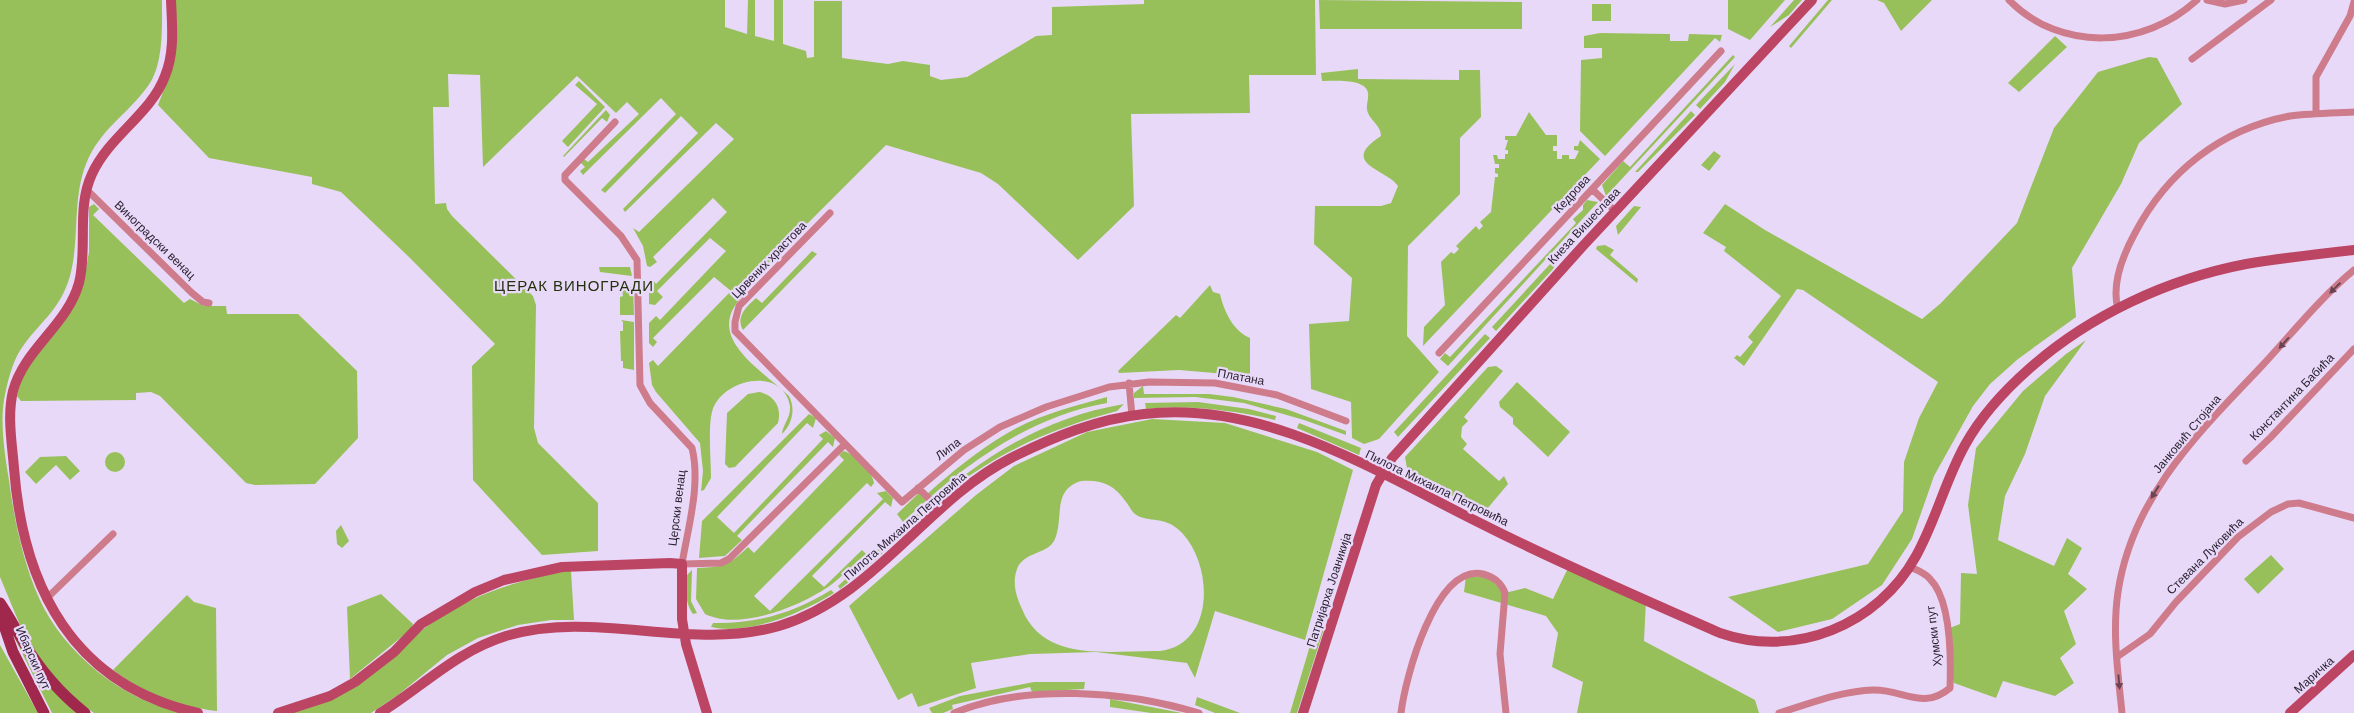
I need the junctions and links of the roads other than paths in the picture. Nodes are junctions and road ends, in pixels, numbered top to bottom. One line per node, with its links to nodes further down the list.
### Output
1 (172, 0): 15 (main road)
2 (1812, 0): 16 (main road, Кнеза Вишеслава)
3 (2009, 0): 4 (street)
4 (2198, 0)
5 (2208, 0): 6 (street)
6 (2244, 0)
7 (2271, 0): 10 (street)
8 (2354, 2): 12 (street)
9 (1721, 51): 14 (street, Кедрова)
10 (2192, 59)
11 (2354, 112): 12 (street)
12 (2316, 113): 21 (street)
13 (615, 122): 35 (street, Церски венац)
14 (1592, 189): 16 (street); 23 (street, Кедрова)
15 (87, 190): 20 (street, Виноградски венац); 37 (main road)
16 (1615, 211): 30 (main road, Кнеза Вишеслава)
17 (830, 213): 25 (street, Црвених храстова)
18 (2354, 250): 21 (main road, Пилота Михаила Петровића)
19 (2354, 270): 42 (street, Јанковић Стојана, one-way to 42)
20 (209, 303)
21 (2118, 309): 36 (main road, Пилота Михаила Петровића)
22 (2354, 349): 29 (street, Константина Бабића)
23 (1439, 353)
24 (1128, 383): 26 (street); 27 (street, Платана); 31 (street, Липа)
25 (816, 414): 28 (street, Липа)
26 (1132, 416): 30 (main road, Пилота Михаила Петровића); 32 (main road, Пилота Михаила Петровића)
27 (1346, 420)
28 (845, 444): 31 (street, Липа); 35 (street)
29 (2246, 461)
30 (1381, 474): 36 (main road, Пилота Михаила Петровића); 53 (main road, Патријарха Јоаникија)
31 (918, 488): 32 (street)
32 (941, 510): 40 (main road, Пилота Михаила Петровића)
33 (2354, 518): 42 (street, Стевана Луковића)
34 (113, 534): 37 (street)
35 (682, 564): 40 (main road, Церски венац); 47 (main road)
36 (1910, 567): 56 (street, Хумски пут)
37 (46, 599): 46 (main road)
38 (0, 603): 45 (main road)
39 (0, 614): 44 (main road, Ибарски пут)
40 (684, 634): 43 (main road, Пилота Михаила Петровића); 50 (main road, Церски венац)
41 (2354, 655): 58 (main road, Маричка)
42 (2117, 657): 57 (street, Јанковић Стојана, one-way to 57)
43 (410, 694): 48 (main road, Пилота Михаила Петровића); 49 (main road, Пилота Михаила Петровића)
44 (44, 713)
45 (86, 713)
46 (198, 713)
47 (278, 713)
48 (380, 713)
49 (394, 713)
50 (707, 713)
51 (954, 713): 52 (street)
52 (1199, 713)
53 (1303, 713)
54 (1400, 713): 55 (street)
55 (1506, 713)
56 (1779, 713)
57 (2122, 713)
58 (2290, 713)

---

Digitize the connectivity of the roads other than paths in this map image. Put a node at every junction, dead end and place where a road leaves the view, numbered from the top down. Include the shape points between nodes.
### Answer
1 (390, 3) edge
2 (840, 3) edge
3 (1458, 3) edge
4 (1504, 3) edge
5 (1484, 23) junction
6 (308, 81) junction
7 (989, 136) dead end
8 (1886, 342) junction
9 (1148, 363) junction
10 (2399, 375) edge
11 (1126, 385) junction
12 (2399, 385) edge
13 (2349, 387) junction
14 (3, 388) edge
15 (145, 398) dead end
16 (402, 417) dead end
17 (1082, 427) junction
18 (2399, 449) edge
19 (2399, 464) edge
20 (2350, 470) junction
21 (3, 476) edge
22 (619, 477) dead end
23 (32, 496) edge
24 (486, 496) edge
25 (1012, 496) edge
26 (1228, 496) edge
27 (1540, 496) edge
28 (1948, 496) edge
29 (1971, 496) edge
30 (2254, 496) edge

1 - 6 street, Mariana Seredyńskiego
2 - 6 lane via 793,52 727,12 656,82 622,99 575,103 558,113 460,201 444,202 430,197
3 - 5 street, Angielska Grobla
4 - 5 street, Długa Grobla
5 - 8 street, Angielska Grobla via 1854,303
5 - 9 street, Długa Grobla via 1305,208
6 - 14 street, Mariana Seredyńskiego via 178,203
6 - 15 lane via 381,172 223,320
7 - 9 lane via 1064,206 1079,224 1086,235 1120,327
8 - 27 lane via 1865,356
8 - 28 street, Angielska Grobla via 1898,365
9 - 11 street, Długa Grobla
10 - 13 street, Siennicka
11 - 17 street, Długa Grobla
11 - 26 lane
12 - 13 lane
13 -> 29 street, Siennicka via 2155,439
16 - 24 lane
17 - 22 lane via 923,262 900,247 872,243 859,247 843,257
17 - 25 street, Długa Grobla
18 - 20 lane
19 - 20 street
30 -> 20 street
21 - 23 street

---

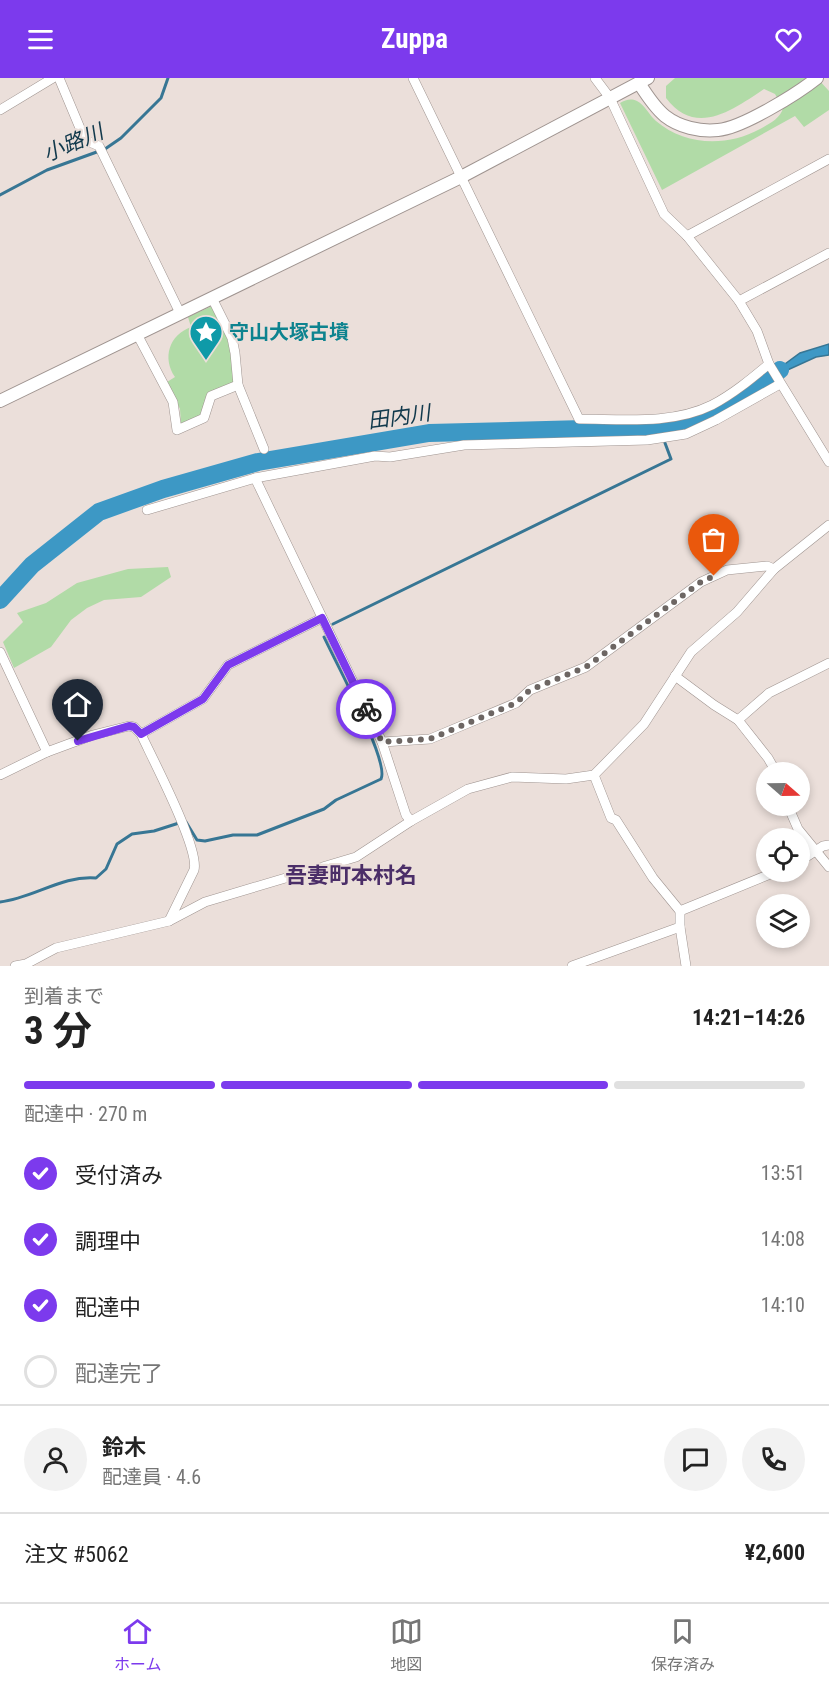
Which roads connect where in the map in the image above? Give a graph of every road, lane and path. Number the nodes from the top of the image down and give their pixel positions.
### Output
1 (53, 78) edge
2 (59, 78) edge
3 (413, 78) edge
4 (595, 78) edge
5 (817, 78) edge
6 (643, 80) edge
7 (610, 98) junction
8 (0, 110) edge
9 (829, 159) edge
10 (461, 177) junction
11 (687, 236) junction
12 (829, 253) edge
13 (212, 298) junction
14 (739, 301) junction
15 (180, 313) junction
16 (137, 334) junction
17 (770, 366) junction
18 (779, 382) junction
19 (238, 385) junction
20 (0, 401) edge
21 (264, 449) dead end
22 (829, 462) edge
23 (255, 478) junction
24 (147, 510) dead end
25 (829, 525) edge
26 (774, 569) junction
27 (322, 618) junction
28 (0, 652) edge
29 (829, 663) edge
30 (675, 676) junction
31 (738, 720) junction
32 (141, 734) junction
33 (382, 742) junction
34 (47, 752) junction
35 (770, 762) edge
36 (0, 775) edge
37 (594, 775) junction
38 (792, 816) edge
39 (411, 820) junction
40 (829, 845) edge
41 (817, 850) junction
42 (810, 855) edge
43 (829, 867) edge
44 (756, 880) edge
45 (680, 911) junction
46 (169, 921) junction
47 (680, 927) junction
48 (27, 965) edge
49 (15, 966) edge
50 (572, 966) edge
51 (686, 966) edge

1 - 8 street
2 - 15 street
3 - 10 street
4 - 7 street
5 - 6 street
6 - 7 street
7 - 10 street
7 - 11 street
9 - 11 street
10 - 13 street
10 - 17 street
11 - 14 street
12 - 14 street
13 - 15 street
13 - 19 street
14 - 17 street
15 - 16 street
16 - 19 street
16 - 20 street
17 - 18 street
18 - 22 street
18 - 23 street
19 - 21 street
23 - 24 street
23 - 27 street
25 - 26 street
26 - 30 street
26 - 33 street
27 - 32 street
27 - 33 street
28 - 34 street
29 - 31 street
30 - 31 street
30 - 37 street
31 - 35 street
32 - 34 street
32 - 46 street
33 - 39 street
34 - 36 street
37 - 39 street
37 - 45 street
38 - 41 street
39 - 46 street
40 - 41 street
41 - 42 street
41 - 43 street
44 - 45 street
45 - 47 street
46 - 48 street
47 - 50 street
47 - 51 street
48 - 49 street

TO DO =
Find how many lines in the entries above have the string "Grobla" and report only that number.

RESULT OF THE EXERCISE =
8